SANTA FE – The state Supreme Court today reinstated the child abuse conviction of a religious group's co-leader for medically neglecting a 12-year-old boy who died at a compound in rural Cibola County.

In a unanimous opinion, the Court reversed a district court's decision that granted a habeas corpus petition by Deborah Green, who led the Aggressive Christian Missionary Training Corps along with her husband.  The district court set aside Green's plea agreement and dismissed the child abuse charge against her.

The justices concluded there was not "substantial evidence" for the district court's determination that Green was actually innocent of the child abuse charge.

Green pleaded no contest in 2018 to a charge of reckless child abuse resulting in great bodily harm and two counts of evidence tampering. She was sentenced to 18 years in prison. She later filed a petition for writ of habeas corpus, claiming that she was innocent of the child abuse charge because she was not responsible for what happened to the boy who had an untreated illness.

The district court held an evidentiary hearing and granted the petition, ordering her release in 2022. The district court determined that Green had caused the boy's condition to worsen by failing to seek medical care for him but the evidence did not support the first-degree felony charge of child abuse.

A habeas corpus petition allows inmates to challenge the legality of their imprisonment after courts have resolved their direct appeals.

In today's opinion, the Supreme Court ruled for the first time that protections in the New Mexico Constitution allow defendants convicted by a plea agreement – not just those convicted by a jury trial – to later assert a claim of innocence and obtain relief through a habeas proceeding.

 "In all, the principal policy objective underlying a freestanding claim of actual innocence – to honor the constitutional imperative 'prohibit[ing] the imprisonment of one who is innocent of the crime for which he was convicted' in order to further 'the central purpose of [our] system of justice[,] … to convict the guilty and free the innocent' – applies with equal force to convictions obtained through plea agreements as it does to convictions after trial," the Court wrote in an opinion by Justice C. Shannon Bacon.

In rejecting Green's habeas claim of innocence, the Court explained that her petition "relies exclusively on a misguided legal argument" on whether testimony by medical experts met the requirement for proving her conduct caused great bodily injury to the boy.
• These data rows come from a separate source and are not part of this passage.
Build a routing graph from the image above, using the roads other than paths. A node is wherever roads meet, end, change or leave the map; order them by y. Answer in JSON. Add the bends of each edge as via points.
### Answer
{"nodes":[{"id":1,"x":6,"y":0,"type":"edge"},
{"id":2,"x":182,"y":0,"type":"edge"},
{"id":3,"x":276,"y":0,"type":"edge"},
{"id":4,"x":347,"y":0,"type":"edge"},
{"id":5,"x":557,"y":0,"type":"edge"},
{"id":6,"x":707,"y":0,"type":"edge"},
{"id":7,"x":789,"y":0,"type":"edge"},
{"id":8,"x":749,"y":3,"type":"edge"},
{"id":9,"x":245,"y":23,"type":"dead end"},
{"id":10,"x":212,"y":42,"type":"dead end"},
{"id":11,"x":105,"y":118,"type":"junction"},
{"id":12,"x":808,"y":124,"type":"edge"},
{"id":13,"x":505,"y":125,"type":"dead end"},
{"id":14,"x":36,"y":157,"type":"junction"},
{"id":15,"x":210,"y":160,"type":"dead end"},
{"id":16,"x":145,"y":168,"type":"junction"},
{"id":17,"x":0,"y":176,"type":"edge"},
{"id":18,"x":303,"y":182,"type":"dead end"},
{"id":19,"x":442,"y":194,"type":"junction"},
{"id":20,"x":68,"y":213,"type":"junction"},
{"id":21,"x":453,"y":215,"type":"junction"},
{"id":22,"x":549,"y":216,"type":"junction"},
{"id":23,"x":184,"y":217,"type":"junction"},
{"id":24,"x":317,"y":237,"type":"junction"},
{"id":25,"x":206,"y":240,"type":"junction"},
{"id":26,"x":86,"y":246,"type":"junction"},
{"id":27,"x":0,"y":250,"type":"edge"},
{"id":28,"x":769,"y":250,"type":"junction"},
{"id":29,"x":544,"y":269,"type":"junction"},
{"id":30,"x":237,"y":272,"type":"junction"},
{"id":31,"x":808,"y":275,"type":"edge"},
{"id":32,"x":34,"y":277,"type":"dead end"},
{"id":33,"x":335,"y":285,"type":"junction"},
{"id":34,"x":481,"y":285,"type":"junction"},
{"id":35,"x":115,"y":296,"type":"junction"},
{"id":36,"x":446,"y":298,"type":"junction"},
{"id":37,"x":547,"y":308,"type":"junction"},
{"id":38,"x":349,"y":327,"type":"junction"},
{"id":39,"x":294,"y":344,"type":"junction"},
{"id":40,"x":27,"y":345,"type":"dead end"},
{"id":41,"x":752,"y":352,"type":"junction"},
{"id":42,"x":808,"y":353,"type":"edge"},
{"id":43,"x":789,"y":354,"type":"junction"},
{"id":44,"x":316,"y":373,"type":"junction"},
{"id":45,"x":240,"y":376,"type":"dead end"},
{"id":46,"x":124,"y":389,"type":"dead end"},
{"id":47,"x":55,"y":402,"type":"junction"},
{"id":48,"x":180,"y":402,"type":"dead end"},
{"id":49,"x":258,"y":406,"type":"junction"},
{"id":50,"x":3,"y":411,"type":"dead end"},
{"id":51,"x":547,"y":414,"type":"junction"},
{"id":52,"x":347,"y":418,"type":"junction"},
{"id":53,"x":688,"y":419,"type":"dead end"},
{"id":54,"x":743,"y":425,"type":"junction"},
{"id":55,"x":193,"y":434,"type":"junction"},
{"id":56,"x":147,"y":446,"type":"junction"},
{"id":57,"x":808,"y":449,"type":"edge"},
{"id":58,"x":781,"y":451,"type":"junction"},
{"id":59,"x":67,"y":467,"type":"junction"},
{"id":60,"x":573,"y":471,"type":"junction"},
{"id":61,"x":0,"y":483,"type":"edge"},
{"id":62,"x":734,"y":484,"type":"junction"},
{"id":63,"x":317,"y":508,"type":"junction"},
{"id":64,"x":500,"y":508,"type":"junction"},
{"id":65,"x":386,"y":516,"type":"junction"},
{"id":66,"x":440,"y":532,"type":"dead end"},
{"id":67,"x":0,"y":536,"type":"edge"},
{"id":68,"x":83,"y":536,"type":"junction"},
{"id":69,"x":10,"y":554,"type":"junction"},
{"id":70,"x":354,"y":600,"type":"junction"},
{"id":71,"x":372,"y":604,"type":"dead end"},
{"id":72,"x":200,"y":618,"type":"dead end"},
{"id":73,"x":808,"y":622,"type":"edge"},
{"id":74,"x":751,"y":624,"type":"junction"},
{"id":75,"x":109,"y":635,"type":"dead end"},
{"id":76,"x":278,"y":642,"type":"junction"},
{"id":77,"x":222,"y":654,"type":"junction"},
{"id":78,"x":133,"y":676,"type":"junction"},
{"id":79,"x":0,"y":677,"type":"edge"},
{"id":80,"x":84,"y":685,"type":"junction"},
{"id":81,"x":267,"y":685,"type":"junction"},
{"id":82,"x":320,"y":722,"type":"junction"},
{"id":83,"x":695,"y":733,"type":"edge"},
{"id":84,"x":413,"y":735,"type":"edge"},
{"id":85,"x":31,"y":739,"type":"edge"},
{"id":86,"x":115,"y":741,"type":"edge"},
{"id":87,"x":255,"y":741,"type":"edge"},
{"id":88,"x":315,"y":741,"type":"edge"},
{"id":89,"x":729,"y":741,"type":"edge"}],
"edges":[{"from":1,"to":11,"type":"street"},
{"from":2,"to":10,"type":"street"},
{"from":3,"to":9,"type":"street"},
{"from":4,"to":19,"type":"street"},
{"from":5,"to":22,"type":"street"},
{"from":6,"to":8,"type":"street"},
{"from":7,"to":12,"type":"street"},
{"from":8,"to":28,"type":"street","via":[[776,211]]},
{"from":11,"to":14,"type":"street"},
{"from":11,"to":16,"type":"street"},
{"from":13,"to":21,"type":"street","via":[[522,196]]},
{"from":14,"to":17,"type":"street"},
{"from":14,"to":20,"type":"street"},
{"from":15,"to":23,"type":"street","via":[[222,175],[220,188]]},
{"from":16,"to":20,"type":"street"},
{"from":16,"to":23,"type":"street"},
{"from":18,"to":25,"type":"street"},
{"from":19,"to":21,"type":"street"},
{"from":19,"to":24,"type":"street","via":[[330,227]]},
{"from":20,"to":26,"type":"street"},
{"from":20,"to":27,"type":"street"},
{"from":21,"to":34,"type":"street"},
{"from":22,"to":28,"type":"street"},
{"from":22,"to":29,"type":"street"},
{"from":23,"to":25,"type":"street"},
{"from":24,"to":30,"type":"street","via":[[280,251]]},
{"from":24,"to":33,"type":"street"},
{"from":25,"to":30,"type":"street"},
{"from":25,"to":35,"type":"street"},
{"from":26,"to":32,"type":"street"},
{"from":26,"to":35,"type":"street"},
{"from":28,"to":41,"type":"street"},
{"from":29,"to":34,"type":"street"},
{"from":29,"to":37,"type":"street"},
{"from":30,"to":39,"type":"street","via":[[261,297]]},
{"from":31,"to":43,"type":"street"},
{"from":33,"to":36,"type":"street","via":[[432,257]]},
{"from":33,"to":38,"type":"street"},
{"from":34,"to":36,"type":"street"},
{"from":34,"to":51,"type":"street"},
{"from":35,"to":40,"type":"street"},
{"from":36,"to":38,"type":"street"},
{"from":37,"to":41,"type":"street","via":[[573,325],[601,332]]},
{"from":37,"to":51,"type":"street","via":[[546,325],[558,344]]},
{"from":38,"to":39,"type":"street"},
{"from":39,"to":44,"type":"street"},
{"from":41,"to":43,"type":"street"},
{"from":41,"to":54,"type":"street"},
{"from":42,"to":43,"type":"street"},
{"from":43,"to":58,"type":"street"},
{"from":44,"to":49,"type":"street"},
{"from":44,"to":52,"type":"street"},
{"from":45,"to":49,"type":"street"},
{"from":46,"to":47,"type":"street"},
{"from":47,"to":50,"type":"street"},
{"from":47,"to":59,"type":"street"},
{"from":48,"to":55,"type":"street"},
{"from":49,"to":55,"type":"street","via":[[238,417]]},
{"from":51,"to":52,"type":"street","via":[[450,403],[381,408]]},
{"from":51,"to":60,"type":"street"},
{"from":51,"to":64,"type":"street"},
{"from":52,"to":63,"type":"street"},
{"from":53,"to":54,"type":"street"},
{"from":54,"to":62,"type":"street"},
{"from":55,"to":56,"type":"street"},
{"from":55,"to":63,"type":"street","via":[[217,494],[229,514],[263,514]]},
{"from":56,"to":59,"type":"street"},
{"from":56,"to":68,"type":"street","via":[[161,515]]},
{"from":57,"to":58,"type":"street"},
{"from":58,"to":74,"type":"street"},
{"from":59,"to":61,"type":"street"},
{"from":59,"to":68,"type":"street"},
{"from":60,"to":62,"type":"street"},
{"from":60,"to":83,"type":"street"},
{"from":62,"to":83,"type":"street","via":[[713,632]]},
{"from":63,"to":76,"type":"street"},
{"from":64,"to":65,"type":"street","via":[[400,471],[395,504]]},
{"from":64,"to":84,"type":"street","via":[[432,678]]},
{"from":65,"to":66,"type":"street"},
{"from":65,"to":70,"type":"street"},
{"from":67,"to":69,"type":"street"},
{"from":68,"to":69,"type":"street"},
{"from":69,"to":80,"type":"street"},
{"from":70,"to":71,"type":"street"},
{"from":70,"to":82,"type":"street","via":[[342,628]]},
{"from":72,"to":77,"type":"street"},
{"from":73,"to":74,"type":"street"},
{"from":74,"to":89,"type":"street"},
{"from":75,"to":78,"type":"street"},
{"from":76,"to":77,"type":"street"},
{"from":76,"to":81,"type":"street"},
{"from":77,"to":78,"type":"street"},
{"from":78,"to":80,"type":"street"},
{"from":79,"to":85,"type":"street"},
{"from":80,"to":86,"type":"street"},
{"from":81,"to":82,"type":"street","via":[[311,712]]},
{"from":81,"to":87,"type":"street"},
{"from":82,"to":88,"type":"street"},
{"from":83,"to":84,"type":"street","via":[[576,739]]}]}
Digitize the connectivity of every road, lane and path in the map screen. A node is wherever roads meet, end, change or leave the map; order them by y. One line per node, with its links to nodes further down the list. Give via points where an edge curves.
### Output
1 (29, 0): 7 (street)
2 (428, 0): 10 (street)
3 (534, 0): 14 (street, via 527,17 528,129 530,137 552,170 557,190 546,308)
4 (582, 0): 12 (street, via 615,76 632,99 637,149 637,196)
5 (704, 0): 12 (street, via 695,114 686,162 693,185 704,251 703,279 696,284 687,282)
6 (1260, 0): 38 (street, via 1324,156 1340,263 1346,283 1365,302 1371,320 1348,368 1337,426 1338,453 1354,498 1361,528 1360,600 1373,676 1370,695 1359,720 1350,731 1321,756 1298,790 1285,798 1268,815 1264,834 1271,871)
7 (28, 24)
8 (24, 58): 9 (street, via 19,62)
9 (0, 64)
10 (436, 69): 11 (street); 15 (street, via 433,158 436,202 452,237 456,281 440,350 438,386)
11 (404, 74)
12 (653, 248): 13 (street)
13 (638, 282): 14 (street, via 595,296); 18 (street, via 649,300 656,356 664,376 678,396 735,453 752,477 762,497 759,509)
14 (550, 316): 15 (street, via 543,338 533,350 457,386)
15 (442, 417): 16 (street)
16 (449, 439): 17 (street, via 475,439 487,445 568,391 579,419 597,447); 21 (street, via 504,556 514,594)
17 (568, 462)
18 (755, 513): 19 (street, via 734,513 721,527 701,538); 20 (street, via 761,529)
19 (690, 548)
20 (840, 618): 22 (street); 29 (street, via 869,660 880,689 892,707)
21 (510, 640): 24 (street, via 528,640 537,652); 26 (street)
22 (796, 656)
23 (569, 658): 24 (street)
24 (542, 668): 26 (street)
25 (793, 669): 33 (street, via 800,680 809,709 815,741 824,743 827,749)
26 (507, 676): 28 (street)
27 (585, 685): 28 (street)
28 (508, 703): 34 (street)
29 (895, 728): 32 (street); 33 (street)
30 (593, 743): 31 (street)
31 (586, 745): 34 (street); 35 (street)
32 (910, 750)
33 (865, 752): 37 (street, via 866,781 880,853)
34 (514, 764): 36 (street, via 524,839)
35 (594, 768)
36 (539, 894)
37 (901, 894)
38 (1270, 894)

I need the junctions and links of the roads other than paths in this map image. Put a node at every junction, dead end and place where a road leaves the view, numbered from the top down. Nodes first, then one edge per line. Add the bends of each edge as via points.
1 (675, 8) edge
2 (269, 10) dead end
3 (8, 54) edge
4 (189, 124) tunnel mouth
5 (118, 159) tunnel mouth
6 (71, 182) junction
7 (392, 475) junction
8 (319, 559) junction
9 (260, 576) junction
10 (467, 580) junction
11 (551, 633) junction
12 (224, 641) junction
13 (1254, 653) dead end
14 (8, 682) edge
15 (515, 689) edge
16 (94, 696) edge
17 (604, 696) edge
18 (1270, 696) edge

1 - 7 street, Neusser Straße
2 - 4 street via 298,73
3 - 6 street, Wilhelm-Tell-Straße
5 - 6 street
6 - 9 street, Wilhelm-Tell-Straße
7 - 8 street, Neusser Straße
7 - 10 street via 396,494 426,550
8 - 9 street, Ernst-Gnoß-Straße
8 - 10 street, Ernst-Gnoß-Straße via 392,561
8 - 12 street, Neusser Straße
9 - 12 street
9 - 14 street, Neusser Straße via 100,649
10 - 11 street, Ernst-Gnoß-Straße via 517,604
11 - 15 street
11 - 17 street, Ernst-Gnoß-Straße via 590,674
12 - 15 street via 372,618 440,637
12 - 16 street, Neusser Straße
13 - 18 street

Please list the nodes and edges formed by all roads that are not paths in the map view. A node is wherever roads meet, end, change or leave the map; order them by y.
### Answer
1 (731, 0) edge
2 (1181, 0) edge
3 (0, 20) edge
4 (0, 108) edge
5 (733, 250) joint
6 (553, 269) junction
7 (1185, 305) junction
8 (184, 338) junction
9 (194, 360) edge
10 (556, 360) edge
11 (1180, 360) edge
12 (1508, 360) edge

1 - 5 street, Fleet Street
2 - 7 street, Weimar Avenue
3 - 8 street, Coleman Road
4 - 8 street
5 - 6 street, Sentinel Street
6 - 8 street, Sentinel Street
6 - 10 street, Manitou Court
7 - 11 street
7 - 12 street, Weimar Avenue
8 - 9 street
The opinion refers to the boy by his initials, E.M.

The boy lived at the group's compound with his mother and four sisters. He and other compound residents became ill with the flu but his condition worsened. He eventually became partially paralyzed, went blind in one eye, experienced seizures and could not speak. He died in 2014. No professional medical treatment was sought for the boy.

Green was considered by members of the Corps to be an "Oracle of God," and she controlled much of the lives of people living at the compound, including their finances and access to medical care.

The Court found that Green's habeas petition failed to provide "new affirmative evidence of innocence" proving she did not commit the crime of child abuse.

"And substantively, the district court's express finding that Defendant's 'fail[ure] to seek medical attention for [E.M.] in a timely manner … caused[d] the child's condition to worsen' – and, by logical extension, resulted in the great bodily injuries that E.M. undisputedly endured – was incompatible with a finding of actual innocence," the Court wrote. "Far from exonerative in nature, the district court's unchallenged causation finding directly implicated Defendant in the commission of the crime."

Green signed the plea agreement on the same day she was separately sentenced to 72 years in prison for jury trial convictions of kidnapping, sexual abuse and other crimes involving a young girl at the compound. The convictions were set aside in 2020 and a new trial was ordered because prosecutors had failed to disclose certain evidence to the defense. The state later dismissed the charges because of the unavailability of key witnesses.

In a specially concurring opinion, Chief Justice David K. Thomson agreed with the "reasoning and conclusion" in Green's habeas case but outlined his concerns about a previous Court decision on the legal standard to prove medical neglect caused a person's death or injury.